As the story unfolded, the BBC chose not to share “upsetting” images or quote unverified news sources, preferring to wait until their own reporters arrived on the scene and could verify the facts.
The reason for this is perhaps best explained by reviewing the organisation’s Social Media Guidance for Staff document in which it states, “As for our TV, radio and digital output, accuracy trumps speed every time when it comes to breaking news on social media, no matter the temptation to be first.”
The fact that Brussels was already awash with journalists covering the arrest of Saleh Abdeslam, alongside the regular, embedded press pack following events in the European Parliament, meant that getting trusted people on the scene quickly was not too difficult.
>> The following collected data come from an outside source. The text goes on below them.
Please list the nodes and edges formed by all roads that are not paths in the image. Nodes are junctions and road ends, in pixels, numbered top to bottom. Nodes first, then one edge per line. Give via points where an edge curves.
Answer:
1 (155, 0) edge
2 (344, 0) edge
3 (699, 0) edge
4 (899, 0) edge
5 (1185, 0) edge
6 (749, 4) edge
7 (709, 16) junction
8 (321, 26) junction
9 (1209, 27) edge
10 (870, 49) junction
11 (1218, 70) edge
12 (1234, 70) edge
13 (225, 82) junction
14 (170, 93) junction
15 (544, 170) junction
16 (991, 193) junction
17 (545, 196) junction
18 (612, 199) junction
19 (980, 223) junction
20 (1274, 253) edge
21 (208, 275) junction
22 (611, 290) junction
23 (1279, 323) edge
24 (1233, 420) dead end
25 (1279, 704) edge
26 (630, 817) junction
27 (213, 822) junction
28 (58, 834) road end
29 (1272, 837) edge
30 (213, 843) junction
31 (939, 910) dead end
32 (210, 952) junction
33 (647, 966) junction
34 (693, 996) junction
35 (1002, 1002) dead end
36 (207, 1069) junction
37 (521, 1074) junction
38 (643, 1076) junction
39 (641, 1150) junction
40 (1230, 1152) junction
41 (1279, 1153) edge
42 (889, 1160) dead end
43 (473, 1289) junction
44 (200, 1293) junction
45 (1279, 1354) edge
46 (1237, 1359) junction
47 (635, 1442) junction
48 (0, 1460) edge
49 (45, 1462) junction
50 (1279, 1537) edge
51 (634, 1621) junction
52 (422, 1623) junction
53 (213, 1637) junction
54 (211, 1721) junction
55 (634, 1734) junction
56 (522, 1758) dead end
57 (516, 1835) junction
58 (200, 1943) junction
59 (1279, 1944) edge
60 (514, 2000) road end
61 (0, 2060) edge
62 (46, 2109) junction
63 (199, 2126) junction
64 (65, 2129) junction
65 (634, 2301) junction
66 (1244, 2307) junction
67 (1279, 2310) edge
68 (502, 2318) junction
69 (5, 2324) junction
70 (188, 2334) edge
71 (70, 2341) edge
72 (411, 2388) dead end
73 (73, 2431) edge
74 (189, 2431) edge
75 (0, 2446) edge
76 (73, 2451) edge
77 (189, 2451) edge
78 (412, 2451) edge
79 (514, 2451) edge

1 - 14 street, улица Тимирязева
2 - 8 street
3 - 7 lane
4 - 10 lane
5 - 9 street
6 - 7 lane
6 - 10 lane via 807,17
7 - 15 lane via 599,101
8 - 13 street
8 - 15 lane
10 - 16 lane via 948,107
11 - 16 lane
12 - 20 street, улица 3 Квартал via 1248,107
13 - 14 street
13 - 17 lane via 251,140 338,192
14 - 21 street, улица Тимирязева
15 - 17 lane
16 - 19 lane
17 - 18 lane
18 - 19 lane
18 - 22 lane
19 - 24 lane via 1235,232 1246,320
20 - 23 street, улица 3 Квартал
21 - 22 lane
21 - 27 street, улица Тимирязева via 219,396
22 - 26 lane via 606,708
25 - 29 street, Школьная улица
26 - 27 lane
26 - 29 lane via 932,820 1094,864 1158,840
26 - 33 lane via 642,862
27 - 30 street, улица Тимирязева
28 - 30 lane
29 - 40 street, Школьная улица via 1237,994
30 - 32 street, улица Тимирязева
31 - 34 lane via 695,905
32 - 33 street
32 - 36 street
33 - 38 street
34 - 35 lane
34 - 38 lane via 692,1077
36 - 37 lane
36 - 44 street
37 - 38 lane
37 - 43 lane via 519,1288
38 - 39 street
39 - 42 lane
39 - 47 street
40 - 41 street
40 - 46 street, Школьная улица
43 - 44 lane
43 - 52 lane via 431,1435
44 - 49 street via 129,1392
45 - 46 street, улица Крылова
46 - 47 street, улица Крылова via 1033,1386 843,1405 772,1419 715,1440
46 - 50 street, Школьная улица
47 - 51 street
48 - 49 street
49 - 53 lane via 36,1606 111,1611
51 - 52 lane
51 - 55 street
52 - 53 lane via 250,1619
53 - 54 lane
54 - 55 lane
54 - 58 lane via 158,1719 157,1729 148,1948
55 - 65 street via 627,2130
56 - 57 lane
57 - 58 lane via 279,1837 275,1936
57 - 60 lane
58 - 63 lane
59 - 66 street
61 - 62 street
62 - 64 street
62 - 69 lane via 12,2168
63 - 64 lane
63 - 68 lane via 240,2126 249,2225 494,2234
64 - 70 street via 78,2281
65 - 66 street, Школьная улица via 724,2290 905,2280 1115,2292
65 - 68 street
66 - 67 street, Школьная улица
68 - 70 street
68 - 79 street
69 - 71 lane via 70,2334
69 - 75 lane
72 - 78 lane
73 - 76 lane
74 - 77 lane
It could therefore be argued such heavy use of social media by other sources was simply lazy journalism.
The BBC’s slow and steady approach to quality journalism was vindicated later in the day when several news sources shared YouTube footage, allegedly taken from CCTV cameras at Brussels Airport and on the Metro, that were actually filmed in Moscow and Minsk in 2011.
This follows a similar pattern of coverage from last November’s attacks in Paris, when footage of the Charlie Hebdo shootings (the previous January) and footage from an Eagles of Death Metal concert in Dublin was misreported as on-the-scene coverage.
Some media pundits suggest that the pressure of a highly competitive, 24/7 news market and the ease with which online news sources can edit or completely remove false stories enables journalists and editors to take risks with socially sourced content. But how much can they get away with before reputations are well and truly damaged.
When it comes to breaking news, particularly when covering such tragic events, the facts should always come first. Not everything on social media is what it seems and without verification should never be reported as fact.